>>>>>

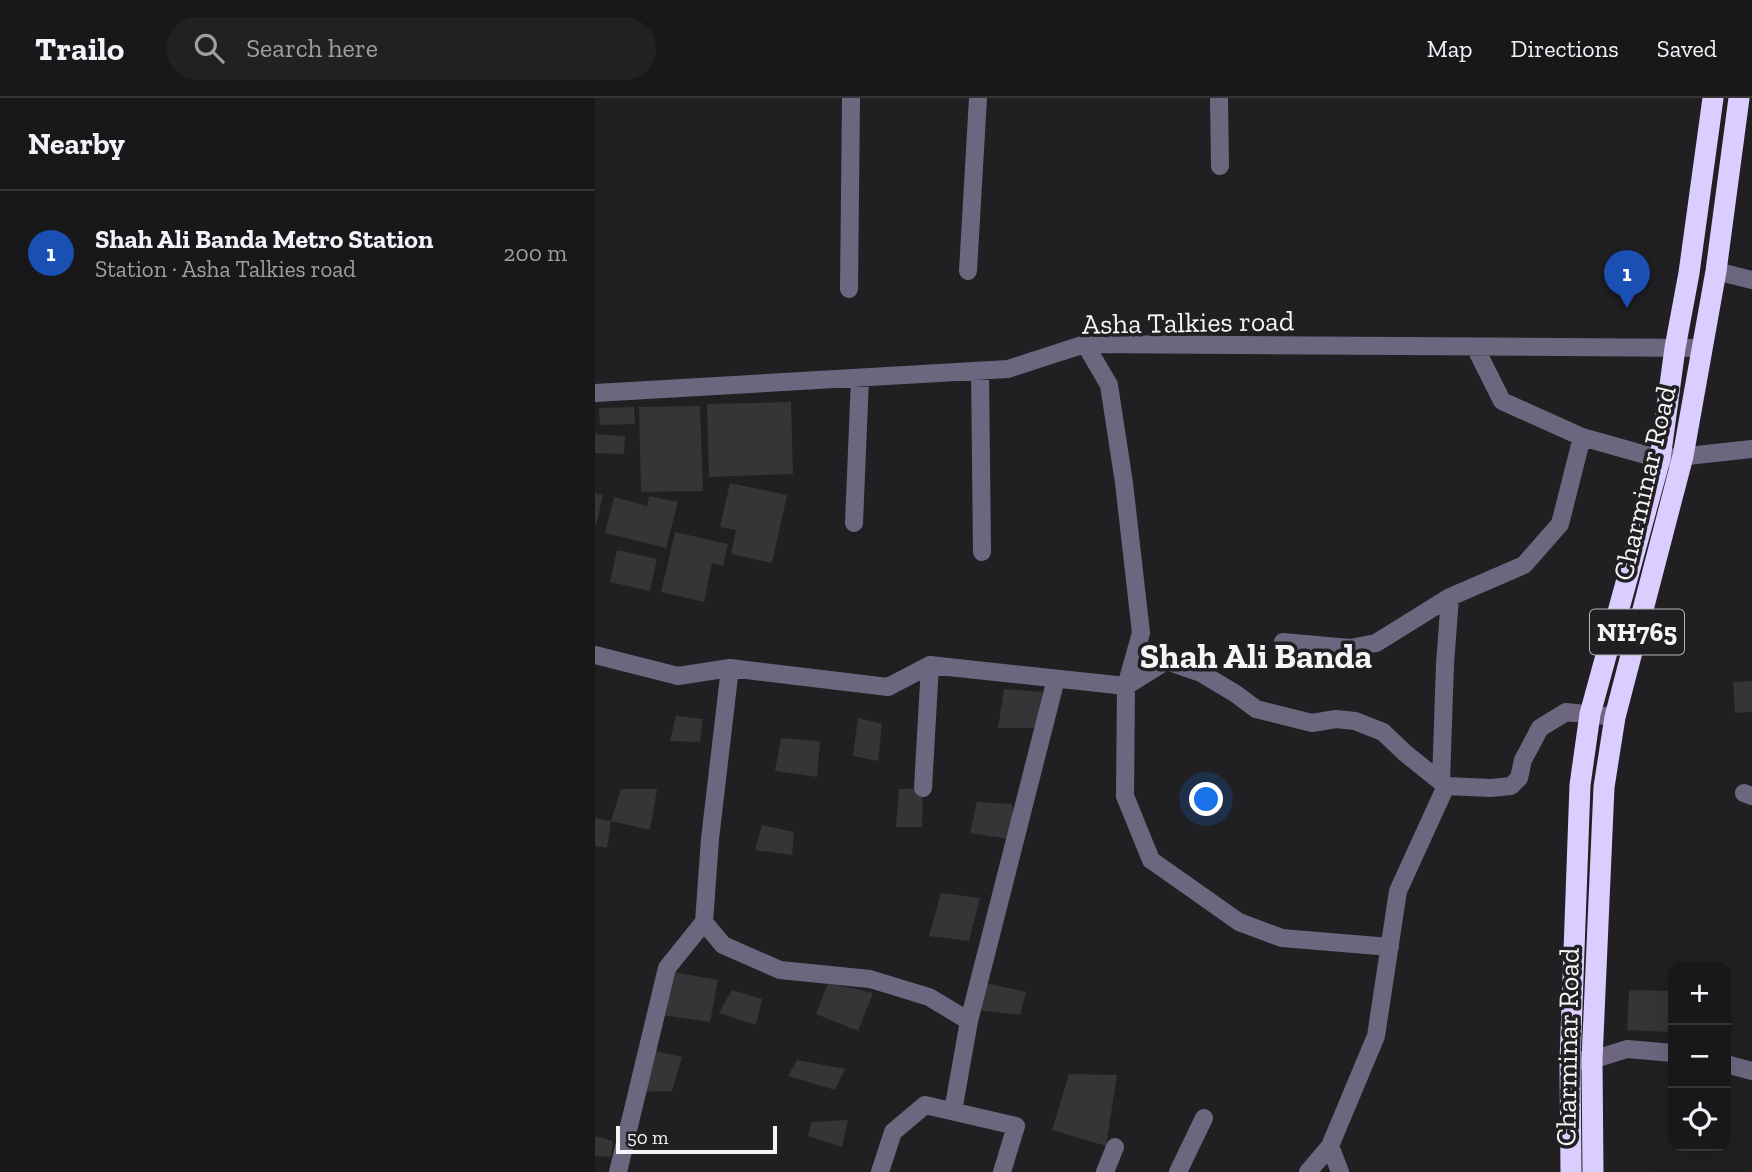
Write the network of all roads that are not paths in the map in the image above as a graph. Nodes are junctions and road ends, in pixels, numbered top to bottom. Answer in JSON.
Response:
{"nodes":[{"id":1,"x":851,"y":98,"type":"edge"},
{"id":2,"x":978,"y":98,"type":"edge"},
{"id":3,"x":1219,"y":98,"type":"edge"},
{"id":4,"x":1713,"y":98,"type":"edge"},
{"id":5,"x":1739,"y":98,"type":"edge"},
{"id":6,"x":1220,"y":166,"type":"dead end"},
{"id":7,"x":968,"y":271,"type":"dead end"},
{"id":8,"x":1716,"y":271,"type":"junction"},
{"id":9,"x":1752,"y":280,"type":"edge"},
{"id":10,"x":849,"y":289,"type":"dead end"},
{"id":11,"x":1085,"y":344,"type":"junction"},
{"id":12,"x":1475,"y":347,"type":"junction"},
{"id":13,"x":1675,"y":348,"type":"junction"},
{"id":14,"x":1702,"y":348,"type":"junction"},
{"id":15,"x":980,"y":371,"type":"junction"},
{"id":16,"x":860,"y":378,"type":"junction"},
{"id":17,"x":595,"y":393,"type":"edge"},
{"id":18,"x":1582,"y":437,"type":"junction"},
{"id":19,"x":1752,"y":449,"type":"edge"},
{"id":20,"x":1683,"y":456,"type":"junction"},
{"id":21,"x":1660,"y":458,"type":"junction"},
{"id":22,"x":854,"y":523,"type":"dead end"},
{"id":23,"x":982,"y":551,"type":"dead end"},
{"id":24,"x":1450,"y":597,"type":"junction"},
{"id":25,"x":1283,"y":642,"type":"dead end"},
{"id":26,"x":595,"y":655,"type":"edge"},
{"id":27,"x":930,"y":665,"type":"junction"},
{"id":28,"x":730,"y":668,"type":"junction"},
{"id":29,"x":1056,"y":679,"type":"junction"},
{"id":30,"x":1126,"y":686,"type":"junction"},
{"id":31,"x":1590,"y":714,"type":"junction"},
{"id":32,"x":1615,"y":716,"type":"junction"},
{"id":33,"x":1443,"y":784,"type":"junction"},
{"id":34,"x":923,"y":788,"type":"dead end"},
{"id":35,"x":704,"y":922,"type":"junction"},
{"id":36,"x":1390,"y":947,"type":"junction"},
{"id":37,"x":969,"y":1021,"type":"junction"},
{"id":38,"x":1668,"y":1053,"type":"edge"},
{"id":39,"x":1570,"y":1060,"type":"junction"},
{"id":40,"x":1592,"y":1060,"type":"junction"},
{"id":41,"x":1731,"y":1065,"type":"edge"},
{"id":42,"x":1752,"y":1070,"type":"edge"},
{"id":43,"x":953,"y":1111,"type":"junction"},
{"id":44,"x":1204,"y":1118,"type":"dead end"},
{"id":45,"x":1330,"y":1146,"type":"junction"},
{"id":46,"x":1115,"y":1147,"type":"dead end"},
{"id":47,"x":618,"y":1172,"type":"edge"},
{"id":48,"x":880,"y":1172,"type":"edge"},
{"id":49,"x":1002,"y":1172,"type":"edge"},
{"id":50,"x":1105,"y":1172,"type":"edge"},
{"id":51,"x":1178,"y":1172,"type":"edge"},
{"id":52,"x":1308,"y":1172,"type":"edge"},
{"id":53,"x":1340,"y":1172,"type":"edge"},
{"id":54,"x":1571,"y":1172,"type":"edge"},
{"id":55,"x":1593,"y":1172,"type":"edge"}],
"edges":[{"from":1,"to":10,"type":"street"},
{"from":2,"to":7,"type":"street"},
{"from":3,"to":6,"type":"street"},
{"from":4,"to":13,"type":"highway","name":"Charminar Road","number":"NH765"},
{"from":5,"to":8,"type":"highway","name":"Charminar Road","number":"NH765"},
{"from":8,"to":9,"type":"street"},
{"from":8,"to":14,"type":"highway","name":"Charminar Road","number":"NH765"},
{"from":11,"to":12,"type":"street","name":"Asha Talkies road"},
{"from":11,"to":15,"type":"street","name":"Asha Talkies road"},
{"from":11,"to":30,"type":"street"},
{"from":12,"to":13,"type":"street","name":"Asha Talkies road"},
{"from":12,"to":18,"type":"street"},
{"from":13,"to":14,"type":"street","name":"Asha Talkies road"},
{"from":13,"to":21,"type":"highway","name":"Charminar Road","number":"NH765"},
{"from":14,"to":20,"type":"highway","name":"Charminar Road","number":"NH765"},
{"from":15,"to":16,"type":"street","name":"Asha Talkies road"},
{"from":15,"to":23,"type":"street"},
{"from":16,"to":17,"type":"street","name":"Asha Talkies road"},
{"from":16,"to":22,"type":"street"},
{"from":18,"to":21,"type":"street"},
{"from":18,"to":24,"type":"street"},
{"from":19,"to":20,"type":"street"},
{"from":20,"to":21,"type":"street"},
{"from":20,"to":32,"type":"highway","name":"Charminar Road","number":"NH765"},
{"from":21,"to":31,"type":"highway","name":"Charminar Road","number":"NH765"},
{"from":24,"to":25,"type":"street"},
{"from":24,"to":33,"type":"street"},
{"from":26,"to":28,"type":"street"},
{"from":27,"to":28,"type":"street"},
{"from":27,"to":29,"type":"street"},
{"from":27,"to":34,"type":"street"},
{"from":28,"to":35,"type":"street"},
{"from":29,"to":30,"type":"street"},
{"from":29,"to":37,"type":"street"},
{"from":30,"to":33,"type":"street"},
{"from":30,"to":36,"type":"street"},
{"from":31,"to":32,"type":"street"},
{"from":31,"to":33,"type":"street"},
{"from":31,"to":39,"type":"highway","name":"Charminar Road","number":"NH765"},
{"from":32,"to":40,"type":"highway","name":"Charminar Road","number":"NH765"},
{"from":33,"to":36,"type":"street"},
{"from":35,"to":37,"type":"street"},
{"from":35,"to":47,"type":"street"},
{"from":36,"to":45,"type":"street"},
{"from":37,"to":43,"type":"street"},
{"from":38,"to":40,"type":"street"},
{"from":39,"to":40,"type":"street"},
{"from":39,"to":54,"type":"highway","name":"Charminar Road","number":"NH765"},
{"from":40,"to":55,"type":"highway","name":"Charminar Road","number":"NH765"},
{"from":41,"to":42,"type":"street"},
{"from":43,"to":48,"type":"street"},
{"from":43,"to":49,"type":"street"},
{"from":44,"to":51,"type":"street"},
{"from":45,"to":52,"type":"street"},
{"from":45,"to":53,"type":"street"},
{"from":46,"to":50,"type":"street"}]}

<<<<<

— Aim of the exercise —
Please state how many lines hold the string "highway" in the listing above, giving the figure alone.

— Solution to this problem —
11